The Richmond, Virginia-based power producer Dominion Energy that ordered the ship will use it to drive piles into the bottom of the Atlantic Ocean. On each 100-foot-tall nail immersed in the water, a three-pointed steel and fiberglass windmill will be placed. Its rotating hub is about the size of a school bus and is about 27 stories above the waves. This is the first wind turbine installation ship built in the United States. As offshore wind farms, still mainly found in Europe, emerge more and more along the coast of the United States, the Brownsville Shipyard may build more similar ships.

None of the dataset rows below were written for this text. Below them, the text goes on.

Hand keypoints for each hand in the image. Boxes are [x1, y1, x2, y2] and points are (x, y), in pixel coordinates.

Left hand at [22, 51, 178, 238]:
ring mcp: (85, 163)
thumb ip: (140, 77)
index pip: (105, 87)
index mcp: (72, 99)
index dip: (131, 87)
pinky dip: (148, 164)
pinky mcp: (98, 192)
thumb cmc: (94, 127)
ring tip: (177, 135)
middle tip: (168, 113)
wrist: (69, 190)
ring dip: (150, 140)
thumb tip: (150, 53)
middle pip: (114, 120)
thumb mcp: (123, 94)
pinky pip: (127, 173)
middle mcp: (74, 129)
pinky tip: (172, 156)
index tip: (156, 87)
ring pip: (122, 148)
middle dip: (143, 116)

This momentum further strengthened on March 29, when the Biden administration announced a new U.S. offshore wind power expansion plan, which said it would include billions of dollars in federal loans and grants, as well as a series of new wind farms aimed at accelerating Policy measures for installation. On the eastern, western and Gulf Coast of the United States. In fact, the announcement uses the ship built at the Brownsville Shipyard as an example of a US renewable energy project that it hopes to promote. The government claims that the offshore wind industry will “give the birth of a new supply chain that extends to the heart of the United States, as demonstrated by the 10,000 tons of domestic steel supplied by workers in Alabama and West Virginia for Dominion ships.” This new federal goal is that by 2030, the United States will employ tens of thousands of workers to deploy 30,000 megawatts of offshore wind power capacity. (One megawatt powers approximately 200 homes in Texas.) This is still less than half of what China was expected to have at the time, but it is huge compared to the 42 megawatts of offshore wind power installed in the United States today. Given that the US energy sector usually plans to make large investments within a few decades, the government’s timetable will be very fast.
For any Texan who tends to laugh at the renewable energy business, offshore wind power provides an exciting reality check. From the amount of bet to the required engineering, it is just like the oil industry, suitable for those with deep pockets, big appetite, and big equipment. A group of politicians, oil-hungry allies, mistakenly blamed frozen wind turbines for the catastrophic failure of the Texas power system during the February winter storm. They imply that fossil fuels are still the only reliable energy source. However, more and more oil companies must be accountable not only to their own politicians but also to global shareholders. They are showing through their investments that they see alternative energy sources as a source of corporate profit growth, and these corporate profits are epic by the oil industry. The impact of the downturn.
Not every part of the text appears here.